▶ [Task requirements]:
The word "Drive" marks the lines to keep; find each one in the data and copy it.

■ ■ ■ ■

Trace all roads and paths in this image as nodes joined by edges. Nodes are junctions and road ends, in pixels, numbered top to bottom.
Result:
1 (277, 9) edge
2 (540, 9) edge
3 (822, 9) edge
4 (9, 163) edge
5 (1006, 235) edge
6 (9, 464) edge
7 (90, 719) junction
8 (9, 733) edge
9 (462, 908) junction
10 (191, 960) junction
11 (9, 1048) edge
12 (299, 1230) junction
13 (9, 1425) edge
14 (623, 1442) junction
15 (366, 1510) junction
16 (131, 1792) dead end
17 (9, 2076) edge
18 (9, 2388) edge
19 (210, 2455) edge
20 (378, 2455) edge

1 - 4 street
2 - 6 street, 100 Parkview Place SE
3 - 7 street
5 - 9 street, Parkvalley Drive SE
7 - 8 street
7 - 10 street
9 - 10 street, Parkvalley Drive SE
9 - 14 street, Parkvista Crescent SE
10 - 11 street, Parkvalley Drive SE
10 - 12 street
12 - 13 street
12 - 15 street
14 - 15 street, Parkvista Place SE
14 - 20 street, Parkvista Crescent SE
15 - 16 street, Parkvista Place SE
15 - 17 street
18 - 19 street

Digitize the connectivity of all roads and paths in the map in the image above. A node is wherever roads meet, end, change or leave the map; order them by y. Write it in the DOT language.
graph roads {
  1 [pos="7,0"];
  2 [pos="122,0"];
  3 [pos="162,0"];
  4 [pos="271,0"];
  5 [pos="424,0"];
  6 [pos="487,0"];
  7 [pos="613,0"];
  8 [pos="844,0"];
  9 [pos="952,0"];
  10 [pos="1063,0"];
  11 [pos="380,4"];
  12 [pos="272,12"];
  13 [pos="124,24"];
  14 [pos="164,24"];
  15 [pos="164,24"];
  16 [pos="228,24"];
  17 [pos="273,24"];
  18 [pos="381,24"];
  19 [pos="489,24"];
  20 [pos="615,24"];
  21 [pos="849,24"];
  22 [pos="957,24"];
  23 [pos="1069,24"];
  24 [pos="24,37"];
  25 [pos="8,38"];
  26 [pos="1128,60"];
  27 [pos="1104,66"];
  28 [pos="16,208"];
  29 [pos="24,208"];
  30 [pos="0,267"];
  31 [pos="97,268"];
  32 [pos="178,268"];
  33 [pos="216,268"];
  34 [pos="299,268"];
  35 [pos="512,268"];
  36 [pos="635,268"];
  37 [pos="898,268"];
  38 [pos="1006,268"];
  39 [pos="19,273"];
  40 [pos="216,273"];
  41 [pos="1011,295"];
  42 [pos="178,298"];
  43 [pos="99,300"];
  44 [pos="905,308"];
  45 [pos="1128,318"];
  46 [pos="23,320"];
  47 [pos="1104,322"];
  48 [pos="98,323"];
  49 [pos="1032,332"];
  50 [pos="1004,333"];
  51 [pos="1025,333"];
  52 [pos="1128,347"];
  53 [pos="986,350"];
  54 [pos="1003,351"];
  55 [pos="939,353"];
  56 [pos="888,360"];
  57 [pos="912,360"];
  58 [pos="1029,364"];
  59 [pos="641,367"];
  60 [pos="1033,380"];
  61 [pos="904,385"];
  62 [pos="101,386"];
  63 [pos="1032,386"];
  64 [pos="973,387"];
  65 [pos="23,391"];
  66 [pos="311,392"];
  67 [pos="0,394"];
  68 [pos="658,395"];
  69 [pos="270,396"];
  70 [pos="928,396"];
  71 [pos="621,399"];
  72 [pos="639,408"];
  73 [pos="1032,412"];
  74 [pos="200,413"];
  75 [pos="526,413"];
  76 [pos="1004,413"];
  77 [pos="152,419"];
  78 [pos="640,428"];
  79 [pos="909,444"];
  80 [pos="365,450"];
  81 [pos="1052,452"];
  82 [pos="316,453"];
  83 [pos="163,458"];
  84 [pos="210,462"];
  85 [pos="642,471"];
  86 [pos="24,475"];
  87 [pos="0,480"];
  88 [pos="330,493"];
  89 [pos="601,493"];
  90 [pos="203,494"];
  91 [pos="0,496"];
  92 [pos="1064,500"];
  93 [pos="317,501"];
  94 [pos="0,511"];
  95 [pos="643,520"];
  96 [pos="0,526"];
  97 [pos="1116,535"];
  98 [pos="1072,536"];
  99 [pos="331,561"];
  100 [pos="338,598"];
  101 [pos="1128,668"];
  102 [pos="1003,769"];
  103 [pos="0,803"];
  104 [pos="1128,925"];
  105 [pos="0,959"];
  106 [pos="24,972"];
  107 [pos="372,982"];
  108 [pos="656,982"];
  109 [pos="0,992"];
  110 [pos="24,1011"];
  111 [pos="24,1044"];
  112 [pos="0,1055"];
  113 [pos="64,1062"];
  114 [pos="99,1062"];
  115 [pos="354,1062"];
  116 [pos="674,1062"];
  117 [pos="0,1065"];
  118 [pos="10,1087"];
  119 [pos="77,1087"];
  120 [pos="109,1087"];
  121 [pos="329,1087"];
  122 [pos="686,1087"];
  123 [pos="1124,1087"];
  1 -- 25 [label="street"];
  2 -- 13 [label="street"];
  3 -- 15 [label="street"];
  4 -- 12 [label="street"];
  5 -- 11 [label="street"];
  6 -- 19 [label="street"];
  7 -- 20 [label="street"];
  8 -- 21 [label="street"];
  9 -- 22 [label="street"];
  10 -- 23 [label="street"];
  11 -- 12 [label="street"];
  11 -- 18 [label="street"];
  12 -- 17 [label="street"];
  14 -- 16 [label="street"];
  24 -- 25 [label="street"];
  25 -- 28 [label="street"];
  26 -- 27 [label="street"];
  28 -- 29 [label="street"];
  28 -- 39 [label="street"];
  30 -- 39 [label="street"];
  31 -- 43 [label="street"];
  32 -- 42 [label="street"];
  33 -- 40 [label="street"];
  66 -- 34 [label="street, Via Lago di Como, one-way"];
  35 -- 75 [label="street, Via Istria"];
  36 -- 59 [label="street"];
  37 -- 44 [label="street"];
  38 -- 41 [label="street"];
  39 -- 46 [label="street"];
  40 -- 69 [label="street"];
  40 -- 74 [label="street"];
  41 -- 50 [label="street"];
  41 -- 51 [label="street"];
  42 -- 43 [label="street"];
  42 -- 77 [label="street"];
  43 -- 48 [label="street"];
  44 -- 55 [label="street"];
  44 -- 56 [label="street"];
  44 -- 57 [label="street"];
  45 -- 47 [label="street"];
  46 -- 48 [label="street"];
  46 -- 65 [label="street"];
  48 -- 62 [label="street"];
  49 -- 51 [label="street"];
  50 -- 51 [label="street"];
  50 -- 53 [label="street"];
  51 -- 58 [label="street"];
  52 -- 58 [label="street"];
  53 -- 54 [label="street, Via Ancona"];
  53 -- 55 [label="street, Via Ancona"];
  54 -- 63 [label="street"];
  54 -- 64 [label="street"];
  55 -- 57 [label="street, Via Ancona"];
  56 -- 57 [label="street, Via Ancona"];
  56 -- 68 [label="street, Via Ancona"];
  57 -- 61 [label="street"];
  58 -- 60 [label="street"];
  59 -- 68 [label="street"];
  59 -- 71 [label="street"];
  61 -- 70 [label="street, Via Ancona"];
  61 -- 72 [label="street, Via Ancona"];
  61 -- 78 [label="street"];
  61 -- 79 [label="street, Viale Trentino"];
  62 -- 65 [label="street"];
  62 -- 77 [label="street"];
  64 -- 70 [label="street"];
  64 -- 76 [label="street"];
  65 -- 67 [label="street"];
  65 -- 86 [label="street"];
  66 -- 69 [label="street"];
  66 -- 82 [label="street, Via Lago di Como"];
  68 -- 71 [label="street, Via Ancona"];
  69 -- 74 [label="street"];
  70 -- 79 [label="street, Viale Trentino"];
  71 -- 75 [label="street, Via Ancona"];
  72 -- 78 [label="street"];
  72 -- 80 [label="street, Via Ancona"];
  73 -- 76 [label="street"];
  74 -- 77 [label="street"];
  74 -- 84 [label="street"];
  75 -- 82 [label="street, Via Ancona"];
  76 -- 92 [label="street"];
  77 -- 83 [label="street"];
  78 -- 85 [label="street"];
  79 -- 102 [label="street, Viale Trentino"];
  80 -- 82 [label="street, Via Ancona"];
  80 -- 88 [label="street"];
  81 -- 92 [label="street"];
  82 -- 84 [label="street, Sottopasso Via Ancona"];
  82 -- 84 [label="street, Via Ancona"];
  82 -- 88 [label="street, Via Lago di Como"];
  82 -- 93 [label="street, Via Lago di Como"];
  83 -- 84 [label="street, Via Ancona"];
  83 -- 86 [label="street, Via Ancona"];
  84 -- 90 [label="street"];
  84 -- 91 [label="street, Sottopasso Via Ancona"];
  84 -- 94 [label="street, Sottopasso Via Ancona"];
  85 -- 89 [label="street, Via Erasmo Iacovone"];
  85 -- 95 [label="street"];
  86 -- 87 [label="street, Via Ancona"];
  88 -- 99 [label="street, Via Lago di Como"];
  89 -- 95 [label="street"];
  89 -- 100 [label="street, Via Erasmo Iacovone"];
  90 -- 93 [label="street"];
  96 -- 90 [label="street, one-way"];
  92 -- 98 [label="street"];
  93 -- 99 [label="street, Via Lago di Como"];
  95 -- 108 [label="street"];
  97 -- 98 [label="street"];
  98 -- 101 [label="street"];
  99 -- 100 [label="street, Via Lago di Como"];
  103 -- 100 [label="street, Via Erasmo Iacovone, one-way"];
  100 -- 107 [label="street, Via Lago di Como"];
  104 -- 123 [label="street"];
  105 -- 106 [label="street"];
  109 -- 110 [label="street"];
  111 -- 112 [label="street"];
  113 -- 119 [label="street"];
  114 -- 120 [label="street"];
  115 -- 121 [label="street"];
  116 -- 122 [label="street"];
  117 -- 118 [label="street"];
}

■ ■ ■ ■

▶ [Your response]:
5 - 9 street, Parkvalley Drive SE
9 - 10 street, Parkvalley Drive SE
10 - 11 street, Parkvalley Drive SE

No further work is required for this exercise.